Cárabo común
Strix aluco, pollo.
Este cárabo fue hecho pensando en una persona llena de curiosidad y de ojos muy abiertos frente al día a día. Lo hice en confinamiento, con pinturas acrílicas sobre papel din-A5 (21 × 14,8 cm.) de 175 g. Y sigo teniendo el original conmigo 🙂
Se nos hacía de noche. Había sido un día muy largo, recorriendo caminos, buscando rastros, oteando el horizonte y aprendiendo a distinguir las numerosas especies de aves que, a la distancia a la que estábamos, apenas eran unos puntos que reflejaban la luz del sol. Pero se nos hacía de noche… y no teníamos dónde dormir.

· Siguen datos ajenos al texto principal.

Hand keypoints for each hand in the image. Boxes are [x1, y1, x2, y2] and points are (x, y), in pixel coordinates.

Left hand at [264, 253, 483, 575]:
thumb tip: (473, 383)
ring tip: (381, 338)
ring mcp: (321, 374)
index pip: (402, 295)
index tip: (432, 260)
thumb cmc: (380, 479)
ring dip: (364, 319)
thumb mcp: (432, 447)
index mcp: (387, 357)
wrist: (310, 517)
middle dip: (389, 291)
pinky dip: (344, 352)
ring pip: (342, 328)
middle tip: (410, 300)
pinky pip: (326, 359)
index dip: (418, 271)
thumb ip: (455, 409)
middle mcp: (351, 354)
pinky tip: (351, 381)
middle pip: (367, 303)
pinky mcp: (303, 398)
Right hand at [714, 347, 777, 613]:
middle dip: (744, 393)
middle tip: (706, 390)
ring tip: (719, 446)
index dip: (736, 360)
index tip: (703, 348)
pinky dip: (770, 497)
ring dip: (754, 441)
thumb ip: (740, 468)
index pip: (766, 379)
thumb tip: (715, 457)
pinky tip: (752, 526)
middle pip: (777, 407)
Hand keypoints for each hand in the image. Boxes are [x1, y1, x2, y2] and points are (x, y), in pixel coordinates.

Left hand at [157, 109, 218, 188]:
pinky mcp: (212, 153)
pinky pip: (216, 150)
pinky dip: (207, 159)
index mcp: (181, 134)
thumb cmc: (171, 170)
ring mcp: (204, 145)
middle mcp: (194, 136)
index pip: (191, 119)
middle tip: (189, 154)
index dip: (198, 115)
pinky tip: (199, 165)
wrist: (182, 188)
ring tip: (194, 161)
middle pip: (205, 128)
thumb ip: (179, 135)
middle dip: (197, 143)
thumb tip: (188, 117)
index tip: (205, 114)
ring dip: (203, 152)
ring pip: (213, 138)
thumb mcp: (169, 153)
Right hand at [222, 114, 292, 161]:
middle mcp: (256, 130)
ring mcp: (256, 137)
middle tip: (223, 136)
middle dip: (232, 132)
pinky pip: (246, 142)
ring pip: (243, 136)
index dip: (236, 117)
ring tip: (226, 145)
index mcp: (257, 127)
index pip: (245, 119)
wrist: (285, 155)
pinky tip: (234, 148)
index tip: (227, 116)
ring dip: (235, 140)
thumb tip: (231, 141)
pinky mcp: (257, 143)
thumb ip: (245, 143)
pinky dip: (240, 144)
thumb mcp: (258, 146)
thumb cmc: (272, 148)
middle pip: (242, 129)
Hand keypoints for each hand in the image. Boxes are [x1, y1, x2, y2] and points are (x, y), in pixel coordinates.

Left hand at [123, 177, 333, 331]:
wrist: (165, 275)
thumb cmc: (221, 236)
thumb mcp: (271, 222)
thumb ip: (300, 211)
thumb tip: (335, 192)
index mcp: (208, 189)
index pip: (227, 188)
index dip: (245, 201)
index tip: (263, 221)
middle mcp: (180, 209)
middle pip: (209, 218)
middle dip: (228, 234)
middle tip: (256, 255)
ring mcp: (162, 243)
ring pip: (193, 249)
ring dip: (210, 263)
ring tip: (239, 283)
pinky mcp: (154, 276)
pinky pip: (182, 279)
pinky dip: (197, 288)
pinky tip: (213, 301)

Al fin decidimos sacar los sacos. Era un pequeño apartado, fuera de la reserva, lleno de árboles y matorrales que los camaleones habitaban (pero sin mimetizarse, porque su color no cambia tanto debido al lugar que estén pisando, sino a su estado de ánimo). La noche era bonita. A esa altura, no hacía frío y, de hecho, había que buscar la brisa sacando los brazos de las sábanas. Pero la noche era bonita, porque todo es silencio en los lugares perdidos. Y aquí había silencio.
Sin embargo, el silencio acaba agudizando el oído y entonces comienza a percibirse la música de una noche donde hay de todo menos personas. Se oye el viento azotando las ramas de los árboles centenarios. Se oye la respuesta de las ramas ante el azote, su crujir, su chirriar. Se oyen los grillos, se oyen los mosquitos. Se oye incluso a las polillas, en su batir de alas aterciopeladas.
Y a veces se tiene la suerte de oír los reclamos de los cárabos. Gritos desgarrados, flautas temblorosas, que proceden del recoveco de algún tronco. Allí duermen, allí habitan, desde allí se preparan para cazar pequeños roedores, pequeñas aves o insectos en mitad de la noche, aunque puedan también hacerlo de día, si tienen crías que alimentar.
Desde allí escuchan, diez veces mejor que los seres humanos, los susurros de la noche. Las dos aberturas auditivas, recubiertas de suaves y finas plumas, están ubicadas asimétricamente en su cráneo. El oído izquierdo se orienta hacia los sonidos que vienen de los lugares más altos; el oído derecho lo hace hacia los sonidos de las zonas más bajas. Las pequeñas diferencias en el tiempo de llegada les permiten localizar mejor la fuente, siempre que en la noche no haya tanta humedad que les distorsione el uso de este sentido.
Y entonces abren sus alas, mostrando una envergadura de casi un metro. Y entonces se alzan en un vuelo que parece que va a romper la melodía de la oscuridad… Pero apenas nos damos cuenta de que se han ido. La superficie suave y peluda de sus plumas y el flequillo en el borde de ataque de las primarias externas impiden sonido nuevo alguno. Excepto el que hará ese pequeño roedor al intentar huir cuando se dé cuenta, demasiado tarde, de que ya hay unas garras a escasos milímetros de su cabeza.